__EXERCISE AIM__. Whichever lines include the word "Peucetia", copy them as they appear in the data.

______

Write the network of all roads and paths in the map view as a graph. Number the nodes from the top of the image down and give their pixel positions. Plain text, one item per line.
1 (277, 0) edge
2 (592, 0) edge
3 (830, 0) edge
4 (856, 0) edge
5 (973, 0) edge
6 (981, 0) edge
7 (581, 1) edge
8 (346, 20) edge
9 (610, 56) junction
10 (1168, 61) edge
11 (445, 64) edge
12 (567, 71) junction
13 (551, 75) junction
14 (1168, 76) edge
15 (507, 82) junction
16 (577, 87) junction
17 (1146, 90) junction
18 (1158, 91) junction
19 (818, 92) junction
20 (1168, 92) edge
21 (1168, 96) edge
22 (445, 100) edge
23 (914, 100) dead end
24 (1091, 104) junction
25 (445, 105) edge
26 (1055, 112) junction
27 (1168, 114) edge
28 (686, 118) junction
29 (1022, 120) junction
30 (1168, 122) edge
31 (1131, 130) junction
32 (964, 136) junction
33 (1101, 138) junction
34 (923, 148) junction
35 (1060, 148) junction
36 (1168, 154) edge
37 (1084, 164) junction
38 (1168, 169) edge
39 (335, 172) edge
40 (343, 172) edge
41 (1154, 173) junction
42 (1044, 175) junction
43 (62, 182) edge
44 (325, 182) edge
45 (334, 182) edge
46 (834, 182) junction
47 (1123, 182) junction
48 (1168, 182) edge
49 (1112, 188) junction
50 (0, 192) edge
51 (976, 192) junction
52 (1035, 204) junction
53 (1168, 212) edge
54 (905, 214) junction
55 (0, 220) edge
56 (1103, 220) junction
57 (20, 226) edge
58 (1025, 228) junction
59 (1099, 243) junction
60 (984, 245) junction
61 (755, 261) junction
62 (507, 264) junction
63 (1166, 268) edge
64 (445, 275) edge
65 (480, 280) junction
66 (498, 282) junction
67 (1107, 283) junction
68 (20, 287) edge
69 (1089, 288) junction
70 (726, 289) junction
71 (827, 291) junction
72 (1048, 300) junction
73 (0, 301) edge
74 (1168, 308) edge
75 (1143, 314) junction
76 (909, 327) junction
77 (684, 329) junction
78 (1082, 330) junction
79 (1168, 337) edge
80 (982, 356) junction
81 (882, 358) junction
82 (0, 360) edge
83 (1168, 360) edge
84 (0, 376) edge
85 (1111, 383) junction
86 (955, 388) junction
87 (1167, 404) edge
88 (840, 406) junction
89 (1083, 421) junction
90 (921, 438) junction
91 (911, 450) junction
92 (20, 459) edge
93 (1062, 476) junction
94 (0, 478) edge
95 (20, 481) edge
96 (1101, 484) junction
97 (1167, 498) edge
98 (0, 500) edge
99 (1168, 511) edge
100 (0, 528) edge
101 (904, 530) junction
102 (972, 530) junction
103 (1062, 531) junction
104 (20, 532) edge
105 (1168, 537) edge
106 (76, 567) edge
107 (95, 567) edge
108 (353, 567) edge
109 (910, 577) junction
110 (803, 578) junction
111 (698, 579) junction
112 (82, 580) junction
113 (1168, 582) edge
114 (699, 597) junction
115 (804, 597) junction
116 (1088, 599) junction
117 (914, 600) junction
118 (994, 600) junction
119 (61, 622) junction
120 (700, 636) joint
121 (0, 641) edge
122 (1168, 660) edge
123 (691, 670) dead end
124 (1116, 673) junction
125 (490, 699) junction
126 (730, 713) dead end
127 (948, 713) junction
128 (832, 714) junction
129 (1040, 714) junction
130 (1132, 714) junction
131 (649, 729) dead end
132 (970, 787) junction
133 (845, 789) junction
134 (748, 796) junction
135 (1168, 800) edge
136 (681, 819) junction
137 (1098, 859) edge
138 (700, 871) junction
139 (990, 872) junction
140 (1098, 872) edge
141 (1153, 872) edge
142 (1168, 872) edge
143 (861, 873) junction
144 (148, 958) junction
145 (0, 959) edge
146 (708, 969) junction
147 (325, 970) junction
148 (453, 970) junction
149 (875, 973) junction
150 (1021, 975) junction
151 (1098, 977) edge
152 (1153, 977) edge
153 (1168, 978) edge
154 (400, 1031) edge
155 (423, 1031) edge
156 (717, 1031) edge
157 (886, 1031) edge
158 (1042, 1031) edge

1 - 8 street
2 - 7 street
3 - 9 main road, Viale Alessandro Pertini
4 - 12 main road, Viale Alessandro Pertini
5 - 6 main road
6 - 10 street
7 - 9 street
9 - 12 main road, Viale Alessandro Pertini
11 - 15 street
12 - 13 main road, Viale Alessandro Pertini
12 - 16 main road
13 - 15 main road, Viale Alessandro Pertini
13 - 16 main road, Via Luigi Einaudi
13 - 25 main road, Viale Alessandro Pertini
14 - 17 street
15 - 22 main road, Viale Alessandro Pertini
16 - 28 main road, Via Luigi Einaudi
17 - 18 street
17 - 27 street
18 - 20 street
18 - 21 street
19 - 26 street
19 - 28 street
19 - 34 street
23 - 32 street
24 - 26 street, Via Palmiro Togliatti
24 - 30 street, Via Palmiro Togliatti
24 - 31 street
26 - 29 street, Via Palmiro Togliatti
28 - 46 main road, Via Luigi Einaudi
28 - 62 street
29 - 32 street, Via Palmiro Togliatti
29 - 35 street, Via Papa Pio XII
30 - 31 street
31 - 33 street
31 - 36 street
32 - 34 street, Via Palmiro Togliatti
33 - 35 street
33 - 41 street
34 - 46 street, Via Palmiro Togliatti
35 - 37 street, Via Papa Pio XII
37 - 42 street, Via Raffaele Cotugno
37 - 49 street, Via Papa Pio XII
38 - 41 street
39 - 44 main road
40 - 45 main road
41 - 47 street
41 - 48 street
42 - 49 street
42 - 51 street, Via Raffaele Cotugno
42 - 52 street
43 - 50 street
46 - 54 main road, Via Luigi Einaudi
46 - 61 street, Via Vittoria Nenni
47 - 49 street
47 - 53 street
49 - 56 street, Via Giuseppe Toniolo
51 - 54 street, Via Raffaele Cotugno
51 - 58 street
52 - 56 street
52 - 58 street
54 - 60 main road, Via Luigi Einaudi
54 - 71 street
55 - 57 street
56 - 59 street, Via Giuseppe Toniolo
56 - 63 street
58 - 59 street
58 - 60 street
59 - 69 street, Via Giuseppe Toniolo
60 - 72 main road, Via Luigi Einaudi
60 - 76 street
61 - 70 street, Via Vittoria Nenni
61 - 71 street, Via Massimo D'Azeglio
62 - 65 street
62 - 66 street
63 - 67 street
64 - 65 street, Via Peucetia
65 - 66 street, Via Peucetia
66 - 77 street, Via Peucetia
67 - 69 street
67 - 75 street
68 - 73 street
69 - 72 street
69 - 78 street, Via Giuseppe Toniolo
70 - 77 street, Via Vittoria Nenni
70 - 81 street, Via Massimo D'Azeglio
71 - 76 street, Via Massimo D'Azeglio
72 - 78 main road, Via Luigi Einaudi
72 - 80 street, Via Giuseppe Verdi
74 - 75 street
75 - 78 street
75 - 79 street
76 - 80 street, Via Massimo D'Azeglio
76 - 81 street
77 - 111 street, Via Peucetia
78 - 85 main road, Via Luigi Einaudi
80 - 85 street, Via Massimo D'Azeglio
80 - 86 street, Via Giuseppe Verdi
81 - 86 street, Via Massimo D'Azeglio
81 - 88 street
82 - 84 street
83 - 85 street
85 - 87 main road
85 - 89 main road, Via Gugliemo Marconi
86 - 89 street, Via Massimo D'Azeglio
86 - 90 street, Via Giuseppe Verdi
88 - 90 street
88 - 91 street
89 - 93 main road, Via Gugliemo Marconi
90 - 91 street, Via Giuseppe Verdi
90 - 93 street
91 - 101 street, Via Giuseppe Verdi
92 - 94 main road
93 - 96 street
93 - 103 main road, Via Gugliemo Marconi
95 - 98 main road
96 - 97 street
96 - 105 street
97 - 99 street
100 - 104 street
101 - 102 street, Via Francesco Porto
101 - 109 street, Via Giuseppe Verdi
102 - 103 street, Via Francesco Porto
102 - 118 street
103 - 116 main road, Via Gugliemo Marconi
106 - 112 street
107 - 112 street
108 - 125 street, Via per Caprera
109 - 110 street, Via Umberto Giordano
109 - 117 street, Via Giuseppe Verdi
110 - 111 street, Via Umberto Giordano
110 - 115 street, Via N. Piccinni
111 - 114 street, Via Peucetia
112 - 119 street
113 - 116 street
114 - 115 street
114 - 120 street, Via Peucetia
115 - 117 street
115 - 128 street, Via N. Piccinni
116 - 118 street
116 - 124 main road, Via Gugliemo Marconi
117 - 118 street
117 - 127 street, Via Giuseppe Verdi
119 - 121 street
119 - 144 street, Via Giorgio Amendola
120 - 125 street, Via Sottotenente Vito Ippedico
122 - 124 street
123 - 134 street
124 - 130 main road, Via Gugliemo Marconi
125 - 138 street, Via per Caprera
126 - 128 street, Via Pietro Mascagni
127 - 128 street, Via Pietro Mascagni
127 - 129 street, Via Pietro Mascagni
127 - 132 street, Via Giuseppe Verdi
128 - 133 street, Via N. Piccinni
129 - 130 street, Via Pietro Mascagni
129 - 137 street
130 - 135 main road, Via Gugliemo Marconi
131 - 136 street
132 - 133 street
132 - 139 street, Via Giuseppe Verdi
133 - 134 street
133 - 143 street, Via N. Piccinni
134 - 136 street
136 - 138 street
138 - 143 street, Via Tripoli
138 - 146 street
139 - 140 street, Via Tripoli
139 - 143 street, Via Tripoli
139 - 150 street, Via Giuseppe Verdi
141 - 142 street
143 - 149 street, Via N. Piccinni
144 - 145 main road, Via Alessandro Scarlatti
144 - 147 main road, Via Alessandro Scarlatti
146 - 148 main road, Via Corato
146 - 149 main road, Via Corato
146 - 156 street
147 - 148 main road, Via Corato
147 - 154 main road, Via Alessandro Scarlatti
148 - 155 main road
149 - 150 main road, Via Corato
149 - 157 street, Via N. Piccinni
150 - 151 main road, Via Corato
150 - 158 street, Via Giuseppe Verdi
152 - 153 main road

______

__EXERCISE RESULT__.
64 - 65 street, Via Peucetia
65 - 66 street, Via Peucetia
66 - 77 street, Via Peucetia
77 - 111 street, Via Peucetia
111 - 114 street, Via Peucetia
114 - 120 street, Via Peucetia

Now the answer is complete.